L'età minima è ridotta di 5 anni quando si tratta di soggetti con un grado di infermità pari o superire all'80% (art 1, co. 8, d.lgt 503/92).
L'art. 1, 8° co., D.Lgs. 503/1992, nell'indicare i soggetti per i quali non si applica l'elevazione dei limiti di età pensionabile, pone l'unico requisito dell'invalidità, nella nozione di invalidità civile, che non deve essere inferiore all'80%.
La Corte di Cassazione, con sentenza n. 13495/2003, ha così sancito: "Questa Corte
ha già avuto modo di affermare, con sentenza n. 8459 del 1999, che l'art. 1, comma
1, del d.lgs. 30 dicembre 1992 n. 503, recante "Norme per il riordinamento del sistema previdenziale dei lavoratori privati e pubblici, a norma dell'art. 3 della legge 23 ottobre
1992 n. 421", subordina il diritto alla pensione di vecchiaia a carico del regime generale dei lavoratori dipendenti "...al compimento della età indicata, per ciascun periodo, nella tabella A allegata", 65 anni per l'uomo e a 60 anni per la donna, non già con efficacia immediata, bensì attraverso una fase transitoria di incremento progressivo, che inizia a decorrere dal 1 gennaio 1994 e procede per scaglioni biennali
(o un anno e mezzo ogni due anni in base alla modifica apportata dall'art. 11 legge 23 dicembre 1994 n. 724) per arrivare allo scaglione finale - appunto di 65 e 60 anni - con effetto dal 1 gennaio dell'anno 2000.
È, tuttavia, lo stesso art. 1 ad affermare, nel comma 8, che "l'elevazione dei limiti di età di cui al comma 1 non si applica agli invalidi in misura non inferiore all'80 per cento". La percentualizzazione puntuale della invalidità in una misura finora estranea al regime pensionistico generale è già da sola significante dell'intento legislativo di riferirsi a una categoria di soggetti che non coincide con quella indicata nell'art. 1 della legge n. 222 del 1984, il quale accoglie una nozione di invalidità che fa consistere genericamente nella riduzione della capacità di lavoro a meno di un terzo.
Ma è lo stesso dato testuale della disposizione ad autorizzarne una interpretazione che include nel regime derogatorio della nuova disciplina della età pensionabile anche i soggetti che la legge n. 222 del 1984 qualifica "inabili", i soggetti cioè per i quali un infermità o un difetto fisico o mentale abbiano determinato non già una riduzione ma la totale perdita della capacità di lavoro. La circostanza, infatti, che la legge espressamente dia rilievo a una misura di invalidità "non inferiore all'80 per cento comporta, "a fortiori", che siano incluso nella sua previsione (anche) le invalidità di misura "superiore" a quella soglia percentuale, fino alle situazioni di invalidità totale
(100 per cento), le quali coincidono con la inabilità.
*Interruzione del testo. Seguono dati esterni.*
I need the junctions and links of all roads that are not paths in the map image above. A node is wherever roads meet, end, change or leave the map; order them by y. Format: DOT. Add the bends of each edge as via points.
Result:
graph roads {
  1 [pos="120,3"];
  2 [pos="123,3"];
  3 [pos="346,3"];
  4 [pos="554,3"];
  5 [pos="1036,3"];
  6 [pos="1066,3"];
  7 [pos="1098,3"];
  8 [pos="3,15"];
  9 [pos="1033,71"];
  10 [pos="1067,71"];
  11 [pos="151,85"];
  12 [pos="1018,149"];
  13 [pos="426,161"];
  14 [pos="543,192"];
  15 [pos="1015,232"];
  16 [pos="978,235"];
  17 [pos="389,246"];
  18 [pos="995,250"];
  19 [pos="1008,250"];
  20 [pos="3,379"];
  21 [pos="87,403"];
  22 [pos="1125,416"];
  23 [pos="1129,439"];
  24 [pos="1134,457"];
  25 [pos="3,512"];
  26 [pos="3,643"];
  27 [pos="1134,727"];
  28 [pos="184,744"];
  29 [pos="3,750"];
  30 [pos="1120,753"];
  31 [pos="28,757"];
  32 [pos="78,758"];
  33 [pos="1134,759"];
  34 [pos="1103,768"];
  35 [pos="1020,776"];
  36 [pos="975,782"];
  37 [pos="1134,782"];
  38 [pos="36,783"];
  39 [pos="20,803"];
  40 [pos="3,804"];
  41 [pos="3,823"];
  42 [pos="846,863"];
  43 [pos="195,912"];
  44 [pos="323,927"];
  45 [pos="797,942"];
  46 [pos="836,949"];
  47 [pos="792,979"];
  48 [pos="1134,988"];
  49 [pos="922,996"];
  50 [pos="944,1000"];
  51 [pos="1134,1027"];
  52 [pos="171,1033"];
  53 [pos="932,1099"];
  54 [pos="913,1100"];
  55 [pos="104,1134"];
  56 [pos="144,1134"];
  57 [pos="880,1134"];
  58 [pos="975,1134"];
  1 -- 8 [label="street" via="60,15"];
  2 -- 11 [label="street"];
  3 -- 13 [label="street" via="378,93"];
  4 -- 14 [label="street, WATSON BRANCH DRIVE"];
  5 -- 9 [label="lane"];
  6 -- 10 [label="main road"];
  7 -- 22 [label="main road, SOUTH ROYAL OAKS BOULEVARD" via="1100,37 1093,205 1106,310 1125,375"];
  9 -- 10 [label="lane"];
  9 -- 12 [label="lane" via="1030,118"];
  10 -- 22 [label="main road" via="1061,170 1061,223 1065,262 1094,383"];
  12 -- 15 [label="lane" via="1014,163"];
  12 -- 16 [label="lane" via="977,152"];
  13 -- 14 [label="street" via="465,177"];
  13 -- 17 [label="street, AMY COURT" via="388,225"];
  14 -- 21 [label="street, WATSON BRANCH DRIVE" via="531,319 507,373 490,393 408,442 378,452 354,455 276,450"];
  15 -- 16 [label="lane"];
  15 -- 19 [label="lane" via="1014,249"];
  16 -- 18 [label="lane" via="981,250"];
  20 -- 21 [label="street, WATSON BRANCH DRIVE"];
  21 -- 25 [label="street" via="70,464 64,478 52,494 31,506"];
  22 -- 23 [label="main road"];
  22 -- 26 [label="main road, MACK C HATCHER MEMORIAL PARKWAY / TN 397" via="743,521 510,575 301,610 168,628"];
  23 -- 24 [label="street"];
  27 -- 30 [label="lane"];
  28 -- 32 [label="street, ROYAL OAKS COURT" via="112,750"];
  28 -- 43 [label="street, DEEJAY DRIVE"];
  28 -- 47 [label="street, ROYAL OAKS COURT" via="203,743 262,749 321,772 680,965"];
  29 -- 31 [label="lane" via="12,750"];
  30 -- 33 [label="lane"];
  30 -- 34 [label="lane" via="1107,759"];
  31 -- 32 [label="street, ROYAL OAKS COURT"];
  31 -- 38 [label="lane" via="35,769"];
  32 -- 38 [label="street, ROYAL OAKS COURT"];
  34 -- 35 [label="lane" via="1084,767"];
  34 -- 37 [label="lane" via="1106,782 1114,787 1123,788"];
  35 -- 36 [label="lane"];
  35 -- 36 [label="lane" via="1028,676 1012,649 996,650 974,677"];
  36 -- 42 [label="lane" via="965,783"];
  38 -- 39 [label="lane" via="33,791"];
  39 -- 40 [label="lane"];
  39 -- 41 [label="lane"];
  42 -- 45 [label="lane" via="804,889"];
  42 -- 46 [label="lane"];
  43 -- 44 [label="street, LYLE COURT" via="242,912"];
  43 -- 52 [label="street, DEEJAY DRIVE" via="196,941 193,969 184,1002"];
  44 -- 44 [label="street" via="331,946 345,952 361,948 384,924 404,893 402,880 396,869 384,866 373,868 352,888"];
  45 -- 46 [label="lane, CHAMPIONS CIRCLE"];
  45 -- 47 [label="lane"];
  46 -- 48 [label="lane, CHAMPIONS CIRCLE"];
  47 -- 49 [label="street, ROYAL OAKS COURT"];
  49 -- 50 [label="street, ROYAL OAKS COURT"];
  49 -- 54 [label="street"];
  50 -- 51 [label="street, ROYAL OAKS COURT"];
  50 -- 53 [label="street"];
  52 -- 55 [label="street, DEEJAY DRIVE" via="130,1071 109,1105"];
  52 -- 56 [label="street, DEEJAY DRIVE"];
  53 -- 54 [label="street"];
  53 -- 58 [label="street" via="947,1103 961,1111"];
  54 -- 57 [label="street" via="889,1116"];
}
La deroga al nuovo regime normativo dell'età pensionabile e la conservazione della disciplina previgente deve, dunque, intendersi stabilita per tutti gli assicurati per i quali sia accertata una riduzione della capacità di lavoro di grado pari o superiore all'80 per cento, compresi i soggetti - dall'art. 2 della legge n. 222 del 1984 definiti inabili - che tale capacità abbiano perduto interamente”.
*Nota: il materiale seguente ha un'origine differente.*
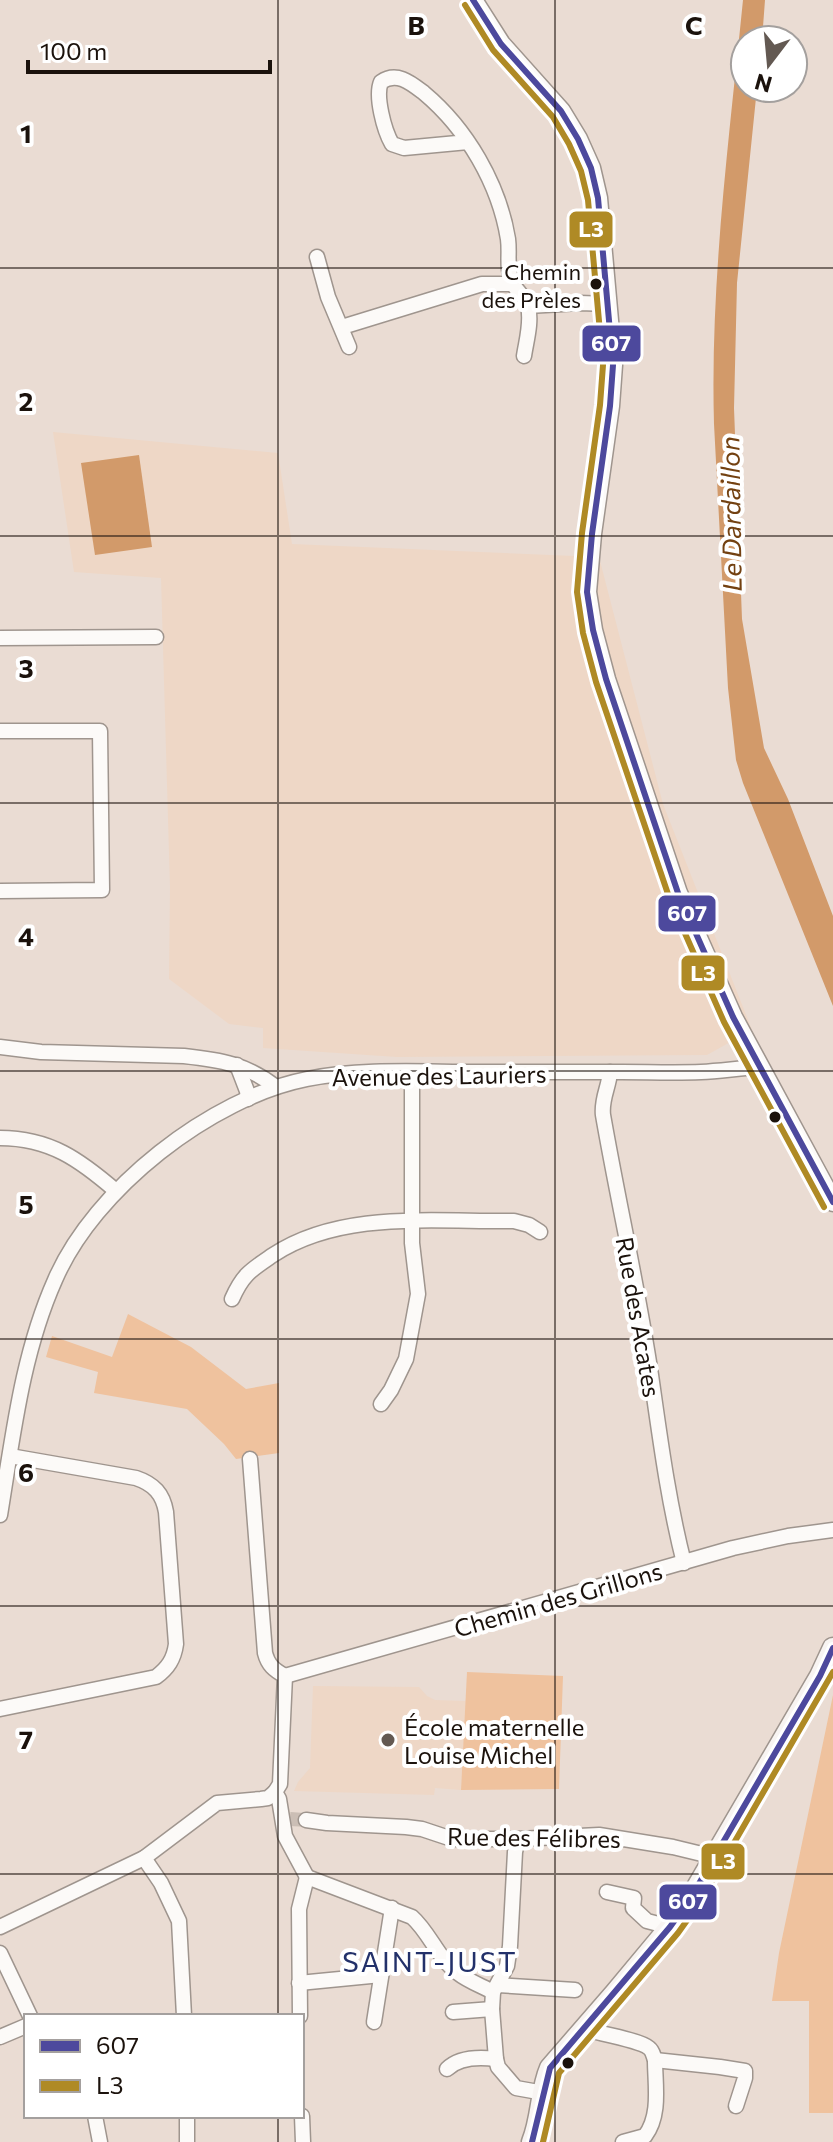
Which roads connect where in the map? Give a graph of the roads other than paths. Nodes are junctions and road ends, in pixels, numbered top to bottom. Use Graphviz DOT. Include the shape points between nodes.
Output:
graph roads {
  1 [pos="473,0"];
  2 [pos="468,142"];
  3 [pos="317,257"];
  4 [pos="513,284"];
  5 [pos="608,304"];
  6 [pos="528,306"];
  7 [pos="342,327"];
  8 [pos="349,347"];
  9 [pos="524,356"];
  10 [pos="156,637"];
  11 [pos="0,638"];
  12 [pos="0,731"];
  13 [pos="0,891"];
  14 [pos="0,1047"];
  15 [pos="237,1065"];
  16 [pos="761,1067"];
  17 [pos="412,1072"];
  18 [pos="610,1072"];
  19 [pos="276,1087"];
  20 [pos="248,1099"];
  21 [pos="0,1138"];
  22 [pos="116,1191"];
  23 [pos="833,1202"];
  24 [pos="411,1222"];
  25 [pos="540,1232"];
  26 [pos="232,1299"];
  27 [pos="381,1404"];
  28 [pos="10,1456"];
  29 [pos="250,1459"];
  30 [pos="0,1515"];
  31 [pos="833,1530"];
  32 [pos="684,1563"];
  33 [pos="833,1648"];
  34 [pos="285,1676"];
  35 [pos="0,1709"];
  36 [pos="275,1792"];
  37 [pos="306,1820"];
  38 [pos="518,1839"];
  39 [pos="144,1858"];
  40 [pos="714,1859"];
  41 [pos="307,1877"];
  42 [pos="607,1892"];
  43 [pos="392,1908"];
  44 [pos="0,1927"];
  45 [pos="670,1927"];
  46 [pos="0,1953"];
  47 [pos="381,1975"];
  48 [pos="299,1983"];
  49 [pos="496,1989"];
  50 [pos="575,1990"];
  51 [pos="492,2009"];
  52 [pos="453,2012"];
  53 [pos="29,2014"];
  54 [pos="184,2014"];
  55 [pos="300,2014"];
  56 [pos="374,2022"];
  57 [pos="589,2024"];
  58 [pos="24,2027"];
  59 [pos="0,2037"];
  60 [pos="496,2059"];
  61 [pos="655,2060"];
  62 [pos="447,2069"];
  63 [pos="544,2093"];
  64 [pos="736,2106"];
  65 [pos="187,2118"];
  66 [pos="302,2118"];
  67 [pos="536,2141"];
  68 [pos="187,2142"];
  69 [pos="303,2142"];
  70 [pos="623,2142"];
  1 -- 5 [label="street" via="501,44 561,111 591,168"];
  2 -- 2 [label="street" via="419,89 401,78 381,82 378,95 392,144 404,148"];
  2 -- 4 [label="street" via="500,209"];
  3 -- 7 [label="street"];
  4 -- 6 [label="street"];
  4 -- 7 [label="street" via="482,284"];
  5 -- 6 [label="street"];
  5 -- 16 [label="street" via="613,365 587,592 593,630 678,893"];
  6 -- 9 [label="street"];
  7 -- 8 [label="street"];
  10 -- 11 [label="street"];
  12 -- 13 [label="street" via="100,731 102,890"];
  14 -- 15 [label="street" via="184,1056"];
  15 -- 19 [label="street"];
  15 -- 20 [label="street"];
  16 -- 18 [label="street, Avenue des Lauriers"];
  16 -- 23 [label="street"];
  17 -- 18 [label="street, Avenue des Lauriers"];
  17 -- 19 [label="street, Avenue des Lauriers" via="308,1079"];
  17 -- 24 [label="street"];
  18 -- 32 [label="street, Rue des Acates" via="602,1105"];
  19 -- 20 [label="street, Avenue des Lauriers"];
  20 -- 22 [label="street, Avenue des Lauriers" via="189,1131"];
  21 -- 22 [label="street" via="60,1151"];
  22 -- 28 [label="street, Avenue des Lauriers" via="78,1238 55,1278 24,1373"];
  24 -- 25 [label="street" via="514,1221"];
  24 -- 26 [label="street" via="367,1223 313,1234 247,1273"];
  24 -- 27 [label="street" via="416,1311 403,1366"];
  28 -- 30 [label="street, Avenue des Lauriers"];
  28 -- 35 [label="street" via="136,1478 154,1487 165,1505 176,1644 170,1663 156,1677"];
  29 -- 34 [label="street" via="265,1653 267,1662"];
  31 -- 32 [label="street, Chemin des Grillons"];
  32 -- 34 [label="street, Chemin des Grillons"];
  33 -- 40 [label="main road"];
  34 -- 36 [label="street" via="280,1784"];
  36 -- 39 [label="street" via="268,1798 217,1803"];
  36 -- 41 [label="street" via="286,1819 285,1836"];
  37 -- 38 [label="street, Rue des Félibres" via="414,1828 452,1839"];
  38 -- 40 [label="street, Rue des Félibres" via="599,1835"];
  38 -- 49 [label="street" via="510,1946"];
  39 -- 44 [label="street"];
  39 -- 54 [label="street" via="179,1921"];
  40 -- 45 [label="main road"];
  41 -- 43 [label="street"];
  41 -- 48 [label="street" via="299,1909"];
  42 -- 45 [label="street" via="634,1898 633,1908 647,1921"];
  43 -- 47 [label="street"];
  43 -- 49 [label="street" via="420,1924 458,1974"];
  45 -- 57 [label="main road"];
  46 -- 53 [label="street"];
  47 -- 48 [label="street"];
  47 -- 56 [label="street"];
  48 -- 55 [label="street"];
  49 -- 50 [label="street"];
  49 -- 51 [label="street"];
  51 -- 52 [label="street"];
  51 -- 60 [label="street"];
  57 -- 61 [label="street" via="649,2047"];
  57 -- 63 [label="main road" via="550,2068"];
  58 -- 59 [label="street"];
  60 -- 62 [label="street" via="455,2061"];
  60 -- 63 [label="street" via="516,2088"];
  61 -- 64 [label="street" via="745,2071"];
  61 -- 70 [label="street" via="656,2109 650,2129 640,2139"];
  63 -- 67 [label="main road"];
  65 -- 68 [label="street"];
  66 -- 69 [label="street"];
}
Nel caso di specie, è contestato il requisito sanitario.
Orbene, il CTU ha accertato che a causa di infermità di cui è portatrice, la parte ricorrente ha una invalidità pari all' 85%, a decorrere dalla data della domanda CP amministrativa del 21/11/2018 fino al 09/03/2020 data in cui la Commissione ha riconosciuto il beneficio della pensione di vecchiaia.
Il ricorso appare, dunque, fondato.
La condanna alle spese segue la soccombenza.
P.Q.M.
Il Giudice del lavoro, definitivamente pronunciando così provvede:
1) condanna | CP_1, in p.l.r.p.t., alla corresponsione, in favore del ricorrente, dei ratei della pensione di vecchiaia anticipata ex art 1, comma 8, DLGS 503/92, con la decorrenza indicata dal CTU, come in motivazione indicato, oltre interessi e rivalutazione monetaria ai sensi dell'art 16 L. 412/91, dalla maturazione dei crediti e fino al saldo;
2) pone a carico di CP_1 le spese del giudizio liquidate in € 1.800,00, oltre accessori di legge, con distrazione ex art 93 cpc, nonché le spese di ctu, liquidate con separato decreto.